Angel began to produce and star in his line of adult films under the imprint "Buck Angel Entertainment". By this time, he identified and presented as male. As Angel had not undergone genital surgery, he promoted these works describing himself as "the man with a pussy", which became his trademark.

In 2005, he appeared in the Titan Media release Cirque Noir, becoming the first trans man to be featured in an all-male film produced by a company specializing in gay male porn. The same year, he performed in Allanah Starr's Big Boob Adventures (directed by transgender woman Gia Darling), which featured the first filmed sex scene between a trans woman and a trans man. The performance was nominated for "Most Outrageous Sex Scene" at the AVN Awards.

In 2007, Angel became the first and only trans man to win "Transsexual Performer of the Year" at the AVN Awards.

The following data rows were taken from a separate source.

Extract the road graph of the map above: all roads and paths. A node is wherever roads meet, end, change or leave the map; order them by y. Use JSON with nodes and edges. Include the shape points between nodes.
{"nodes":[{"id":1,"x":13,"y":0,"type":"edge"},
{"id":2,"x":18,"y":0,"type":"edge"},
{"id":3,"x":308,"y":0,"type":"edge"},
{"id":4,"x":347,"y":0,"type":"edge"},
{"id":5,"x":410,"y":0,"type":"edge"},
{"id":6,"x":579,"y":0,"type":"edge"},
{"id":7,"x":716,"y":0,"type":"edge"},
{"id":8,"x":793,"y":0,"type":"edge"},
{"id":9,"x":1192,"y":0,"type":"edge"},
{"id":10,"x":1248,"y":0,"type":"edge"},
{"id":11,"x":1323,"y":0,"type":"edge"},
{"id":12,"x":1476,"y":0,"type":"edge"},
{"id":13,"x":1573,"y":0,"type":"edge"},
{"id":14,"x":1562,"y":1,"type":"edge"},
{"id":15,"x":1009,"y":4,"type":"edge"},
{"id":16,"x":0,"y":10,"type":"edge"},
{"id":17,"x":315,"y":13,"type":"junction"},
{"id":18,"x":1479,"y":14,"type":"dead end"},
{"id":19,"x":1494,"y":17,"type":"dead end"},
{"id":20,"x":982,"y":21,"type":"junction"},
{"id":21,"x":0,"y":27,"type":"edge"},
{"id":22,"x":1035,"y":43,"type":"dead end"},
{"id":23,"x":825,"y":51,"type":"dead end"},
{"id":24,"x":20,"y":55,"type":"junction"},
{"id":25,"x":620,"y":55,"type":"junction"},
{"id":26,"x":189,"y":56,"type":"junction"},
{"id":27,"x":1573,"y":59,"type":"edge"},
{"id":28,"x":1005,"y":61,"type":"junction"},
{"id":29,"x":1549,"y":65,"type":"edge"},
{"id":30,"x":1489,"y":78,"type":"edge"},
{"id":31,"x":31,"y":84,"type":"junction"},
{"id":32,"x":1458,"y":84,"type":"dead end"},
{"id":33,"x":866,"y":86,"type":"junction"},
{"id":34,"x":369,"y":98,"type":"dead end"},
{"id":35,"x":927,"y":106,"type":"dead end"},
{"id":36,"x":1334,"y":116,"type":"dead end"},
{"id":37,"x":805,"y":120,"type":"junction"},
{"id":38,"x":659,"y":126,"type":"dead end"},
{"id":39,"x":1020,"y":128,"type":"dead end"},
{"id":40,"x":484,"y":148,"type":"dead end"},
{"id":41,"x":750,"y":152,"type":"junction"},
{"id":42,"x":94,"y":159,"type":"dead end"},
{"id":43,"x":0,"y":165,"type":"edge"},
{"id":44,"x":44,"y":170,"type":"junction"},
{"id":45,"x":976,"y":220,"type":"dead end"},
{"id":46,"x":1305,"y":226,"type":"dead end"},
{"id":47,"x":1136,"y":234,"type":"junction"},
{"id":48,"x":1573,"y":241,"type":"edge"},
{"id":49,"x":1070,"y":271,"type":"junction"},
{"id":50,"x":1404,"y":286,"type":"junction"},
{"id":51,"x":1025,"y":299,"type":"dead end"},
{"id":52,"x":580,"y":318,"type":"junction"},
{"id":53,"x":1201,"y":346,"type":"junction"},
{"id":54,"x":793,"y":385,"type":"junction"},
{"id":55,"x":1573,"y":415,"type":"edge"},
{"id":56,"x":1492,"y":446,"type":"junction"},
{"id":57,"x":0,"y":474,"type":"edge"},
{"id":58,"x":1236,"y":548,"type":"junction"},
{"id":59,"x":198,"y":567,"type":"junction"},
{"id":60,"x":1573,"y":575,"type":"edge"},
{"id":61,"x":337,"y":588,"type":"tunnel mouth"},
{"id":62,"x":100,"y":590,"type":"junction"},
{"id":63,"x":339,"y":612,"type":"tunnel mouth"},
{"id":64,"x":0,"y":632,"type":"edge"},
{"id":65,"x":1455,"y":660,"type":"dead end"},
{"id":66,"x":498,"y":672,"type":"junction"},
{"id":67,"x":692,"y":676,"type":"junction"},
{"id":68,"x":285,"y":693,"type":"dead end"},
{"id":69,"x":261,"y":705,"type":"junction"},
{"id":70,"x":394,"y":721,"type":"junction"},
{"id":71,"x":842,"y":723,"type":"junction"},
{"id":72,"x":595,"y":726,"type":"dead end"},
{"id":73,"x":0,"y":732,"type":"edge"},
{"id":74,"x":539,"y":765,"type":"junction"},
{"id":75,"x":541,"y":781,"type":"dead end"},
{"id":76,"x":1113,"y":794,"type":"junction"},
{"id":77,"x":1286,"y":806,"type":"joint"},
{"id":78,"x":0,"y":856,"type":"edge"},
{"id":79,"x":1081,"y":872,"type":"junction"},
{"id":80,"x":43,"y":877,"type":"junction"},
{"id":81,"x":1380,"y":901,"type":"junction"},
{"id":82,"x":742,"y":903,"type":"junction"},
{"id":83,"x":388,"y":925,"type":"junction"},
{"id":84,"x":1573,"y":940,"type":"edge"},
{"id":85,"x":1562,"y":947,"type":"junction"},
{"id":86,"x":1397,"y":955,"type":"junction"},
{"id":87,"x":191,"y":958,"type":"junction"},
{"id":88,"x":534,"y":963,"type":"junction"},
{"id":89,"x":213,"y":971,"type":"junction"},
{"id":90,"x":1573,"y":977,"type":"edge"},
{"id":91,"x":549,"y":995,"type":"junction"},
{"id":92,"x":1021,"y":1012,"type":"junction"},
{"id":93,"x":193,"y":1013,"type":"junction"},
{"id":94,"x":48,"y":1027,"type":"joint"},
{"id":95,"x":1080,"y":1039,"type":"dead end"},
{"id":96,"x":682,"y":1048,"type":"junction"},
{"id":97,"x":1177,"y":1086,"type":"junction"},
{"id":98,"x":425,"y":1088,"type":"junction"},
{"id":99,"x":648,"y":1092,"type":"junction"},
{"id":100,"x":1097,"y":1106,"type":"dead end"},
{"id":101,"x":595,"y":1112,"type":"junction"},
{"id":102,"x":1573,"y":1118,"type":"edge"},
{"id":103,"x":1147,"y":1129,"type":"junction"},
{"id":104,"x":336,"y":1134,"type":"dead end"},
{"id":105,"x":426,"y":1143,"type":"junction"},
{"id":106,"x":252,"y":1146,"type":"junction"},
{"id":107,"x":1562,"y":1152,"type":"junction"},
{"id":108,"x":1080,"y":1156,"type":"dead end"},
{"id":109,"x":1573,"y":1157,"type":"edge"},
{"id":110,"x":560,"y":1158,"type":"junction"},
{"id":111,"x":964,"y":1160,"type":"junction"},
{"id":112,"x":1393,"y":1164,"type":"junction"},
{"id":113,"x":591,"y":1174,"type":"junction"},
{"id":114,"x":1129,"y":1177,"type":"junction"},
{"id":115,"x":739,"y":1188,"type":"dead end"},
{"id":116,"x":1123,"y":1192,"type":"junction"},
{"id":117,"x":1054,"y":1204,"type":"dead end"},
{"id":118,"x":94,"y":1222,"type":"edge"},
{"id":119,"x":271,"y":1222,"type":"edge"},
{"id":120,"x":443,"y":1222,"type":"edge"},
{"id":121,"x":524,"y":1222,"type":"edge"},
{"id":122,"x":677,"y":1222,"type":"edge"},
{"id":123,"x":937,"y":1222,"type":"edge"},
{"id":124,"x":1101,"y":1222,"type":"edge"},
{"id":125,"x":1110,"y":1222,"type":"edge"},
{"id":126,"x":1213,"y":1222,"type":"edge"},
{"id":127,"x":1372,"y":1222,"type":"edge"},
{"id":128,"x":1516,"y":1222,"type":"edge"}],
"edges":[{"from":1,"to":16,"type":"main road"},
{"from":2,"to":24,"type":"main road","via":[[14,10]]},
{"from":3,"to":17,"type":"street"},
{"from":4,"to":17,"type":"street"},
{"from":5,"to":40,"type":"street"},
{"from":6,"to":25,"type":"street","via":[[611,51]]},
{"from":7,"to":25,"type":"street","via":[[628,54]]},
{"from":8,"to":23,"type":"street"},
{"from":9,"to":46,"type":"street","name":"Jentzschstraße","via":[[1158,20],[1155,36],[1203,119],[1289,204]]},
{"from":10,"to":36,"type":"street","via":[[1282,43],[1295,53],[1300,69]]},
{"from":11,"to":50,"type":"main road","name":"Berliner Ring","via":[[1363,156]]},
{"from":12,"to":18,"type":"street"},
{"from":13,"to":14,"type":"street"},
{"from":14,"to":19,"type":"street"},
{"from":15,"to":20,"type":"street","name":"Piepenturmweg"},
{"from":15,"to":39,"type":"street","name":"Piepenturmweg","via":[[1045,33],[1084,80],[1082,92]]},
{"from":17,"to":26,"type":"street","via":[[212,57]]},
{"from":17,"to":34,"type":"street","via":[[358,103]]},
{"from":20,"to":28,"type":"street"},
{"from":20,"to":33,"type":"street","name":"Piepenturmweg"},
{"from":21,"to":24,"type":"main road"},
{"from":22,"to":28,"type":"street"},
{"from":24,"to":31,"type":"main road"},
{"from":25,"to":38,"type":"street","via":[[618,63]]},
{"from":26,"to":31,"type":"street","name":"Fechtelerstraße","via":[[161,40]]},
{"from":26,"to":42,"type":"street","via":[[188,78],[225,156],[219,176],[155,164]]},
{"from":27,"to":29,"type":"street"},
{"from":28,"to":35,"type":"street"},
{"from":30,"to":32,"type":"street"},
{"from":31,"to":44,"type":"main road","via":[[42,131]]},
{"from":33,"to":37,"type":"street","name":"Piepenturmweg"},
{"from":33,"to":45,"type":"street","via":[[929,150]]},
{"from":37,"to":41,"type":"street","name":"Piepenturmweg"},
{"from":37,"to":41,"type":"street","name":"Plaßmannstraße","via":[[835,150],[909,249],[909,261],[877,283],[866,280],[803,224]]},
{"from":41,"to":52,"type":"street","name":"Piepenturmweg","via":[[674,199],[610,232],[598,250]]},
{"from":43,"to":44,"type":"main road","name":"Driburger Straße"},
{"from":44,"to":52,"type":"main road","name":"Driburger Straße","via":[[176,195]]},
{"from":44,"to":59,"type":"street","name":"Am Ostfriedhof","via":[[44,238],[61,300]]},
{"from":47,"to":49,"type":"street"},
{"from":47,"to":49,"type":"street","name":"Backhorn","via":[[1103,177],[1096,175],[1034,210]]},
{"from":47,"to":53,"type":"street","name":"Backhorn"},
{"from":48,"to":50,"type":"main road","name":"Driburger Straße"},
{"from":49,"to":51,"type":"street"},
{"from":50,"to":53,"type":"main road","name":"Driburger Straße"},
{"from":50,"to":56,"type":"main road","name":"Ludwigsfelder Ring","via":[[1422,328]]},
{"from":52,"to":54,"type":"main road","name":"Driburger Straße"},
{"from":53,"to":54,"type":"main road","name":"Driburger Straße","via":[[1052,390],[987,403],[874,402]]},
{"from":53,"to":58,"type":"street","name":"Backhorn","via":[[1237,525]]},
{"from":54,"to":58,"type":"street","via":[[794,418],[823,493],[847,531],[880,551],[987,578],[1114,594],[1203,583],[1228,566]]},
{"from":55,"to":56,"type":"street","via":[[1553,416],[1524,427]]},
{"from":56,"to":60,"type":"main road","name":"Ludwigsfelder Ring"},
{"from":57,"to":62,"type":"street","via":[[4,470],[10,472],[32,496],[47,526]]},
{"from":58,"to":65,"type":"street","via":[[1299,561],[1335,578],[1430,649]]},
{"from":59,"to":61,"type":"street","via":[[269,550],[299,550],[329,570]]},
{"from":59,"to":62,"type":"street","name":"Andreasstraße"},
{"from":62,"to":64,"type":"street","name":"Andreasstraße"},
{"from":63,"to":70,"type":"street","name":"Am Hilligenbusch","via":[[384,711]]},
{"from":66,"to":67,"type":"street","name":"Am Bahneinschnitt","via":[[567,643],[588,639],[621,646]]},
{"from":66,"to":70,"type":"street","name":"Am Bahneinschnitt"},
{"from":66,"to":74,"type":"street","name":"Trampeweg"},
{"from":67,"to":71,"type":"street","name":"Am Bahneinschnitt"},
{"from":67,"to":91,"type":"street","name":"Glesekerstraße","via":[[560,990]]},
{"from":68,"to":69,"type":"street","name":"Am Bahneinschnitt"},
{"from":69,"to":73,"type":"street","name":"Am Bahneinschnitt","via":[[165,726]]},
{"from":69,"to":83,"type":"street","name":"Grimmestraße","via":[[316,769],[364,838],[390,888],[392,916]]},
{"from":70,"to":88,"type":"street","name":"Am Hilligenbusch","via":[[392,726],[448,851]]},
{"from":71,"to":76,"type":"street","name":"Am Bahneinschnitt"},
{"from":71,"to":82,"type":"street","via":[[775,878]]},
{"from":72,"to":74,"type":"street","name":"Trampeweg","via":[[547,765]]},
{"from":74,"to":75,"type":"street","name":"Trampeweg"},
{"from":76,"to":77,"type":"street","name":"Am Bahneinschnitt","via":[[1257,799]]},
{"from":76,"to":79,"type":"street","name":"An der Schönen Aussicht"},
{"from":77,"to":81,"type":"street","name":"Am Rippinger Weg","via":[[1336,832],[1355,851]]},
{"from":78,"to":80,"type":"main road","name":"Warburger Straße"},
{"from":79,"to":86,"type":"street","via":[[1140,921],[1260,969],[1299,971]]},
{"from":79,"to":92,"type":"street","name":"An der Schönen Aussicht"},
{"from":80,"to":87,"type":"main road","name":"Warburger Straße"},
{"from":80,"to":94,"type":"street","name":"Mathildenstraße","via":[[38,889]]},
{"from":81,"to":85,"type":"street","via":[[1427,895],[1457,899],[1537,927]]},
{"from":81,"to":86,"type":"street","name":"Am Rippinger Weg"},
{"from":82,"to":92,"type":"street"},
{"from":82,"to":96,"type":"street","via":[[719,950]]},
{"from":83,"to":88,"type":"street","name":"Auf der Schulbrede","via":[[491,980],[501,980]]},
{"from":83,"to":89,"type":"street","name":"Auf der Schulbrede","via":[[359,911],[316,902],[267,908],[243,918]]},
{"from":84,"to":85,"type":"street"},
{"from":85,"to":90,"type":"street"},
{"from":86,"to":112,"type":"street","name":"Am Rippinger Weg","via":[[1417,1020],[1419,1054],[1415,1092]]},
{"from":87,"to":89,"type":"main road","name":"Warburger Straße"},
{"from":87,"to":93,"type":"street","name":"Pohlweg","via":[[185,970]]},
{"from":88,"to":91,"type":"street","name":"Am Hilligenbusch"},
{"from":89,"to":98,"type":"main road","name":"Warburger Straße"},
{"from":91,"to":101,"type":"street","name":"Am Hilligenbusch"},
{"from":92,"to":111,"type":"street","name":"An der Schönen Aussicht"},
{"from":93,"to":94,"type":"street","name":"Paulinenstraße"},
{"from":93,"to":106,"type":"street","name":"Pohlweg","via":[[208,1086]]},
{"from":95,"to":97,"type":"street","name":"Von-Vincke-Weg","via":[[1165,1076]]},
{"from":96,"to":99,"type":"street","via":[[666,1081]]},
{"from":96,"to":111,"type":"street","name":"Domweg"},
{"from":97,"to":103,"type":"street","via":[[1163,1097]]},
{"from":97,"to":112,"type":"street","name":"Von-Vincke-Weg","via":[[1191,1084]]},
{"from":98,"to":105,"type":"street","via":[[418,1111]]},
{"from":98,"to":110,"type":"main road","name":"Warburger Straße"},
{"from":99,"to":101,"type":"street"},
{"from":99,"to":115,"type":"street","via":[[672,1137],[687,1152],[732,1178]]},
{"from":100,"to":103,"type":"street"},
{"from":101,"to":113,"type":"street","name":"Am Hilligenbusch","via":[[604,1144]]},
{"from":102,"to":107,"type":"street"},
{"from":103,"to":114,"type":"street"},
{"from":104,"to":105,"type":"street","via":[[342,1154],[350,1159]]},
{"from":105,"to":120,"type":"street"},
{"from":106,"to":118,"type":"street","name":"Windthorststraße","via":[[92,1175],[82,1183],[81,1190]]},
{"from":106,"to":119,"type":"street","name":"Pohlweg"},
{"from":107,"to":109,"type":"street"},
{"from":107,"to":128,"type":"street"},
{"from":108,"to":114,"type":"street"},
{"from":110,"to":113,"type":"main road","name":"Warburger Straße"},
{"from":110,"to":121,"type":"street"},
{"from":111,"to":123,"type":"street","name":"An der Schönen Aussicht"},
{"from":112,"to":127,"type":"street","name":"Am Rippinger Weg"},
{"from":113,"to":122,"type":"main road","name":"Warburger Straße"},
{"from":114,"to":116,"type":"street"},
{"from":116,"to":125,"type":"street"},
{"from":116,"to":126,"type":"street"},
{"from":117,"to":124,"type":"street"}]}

His 2008 performance in Buckback Mountain received nominations for "Best Alternative Release" and "Best Specialty Release" at the GayVN Awards. Angel also appears in Naked, a 2008 documentary book and film about the adult film industry by director Ed Powers. In the film, he appears in a sex scene with porn star Wolf Hudson, which mainstream photographer Justin Lubin produced.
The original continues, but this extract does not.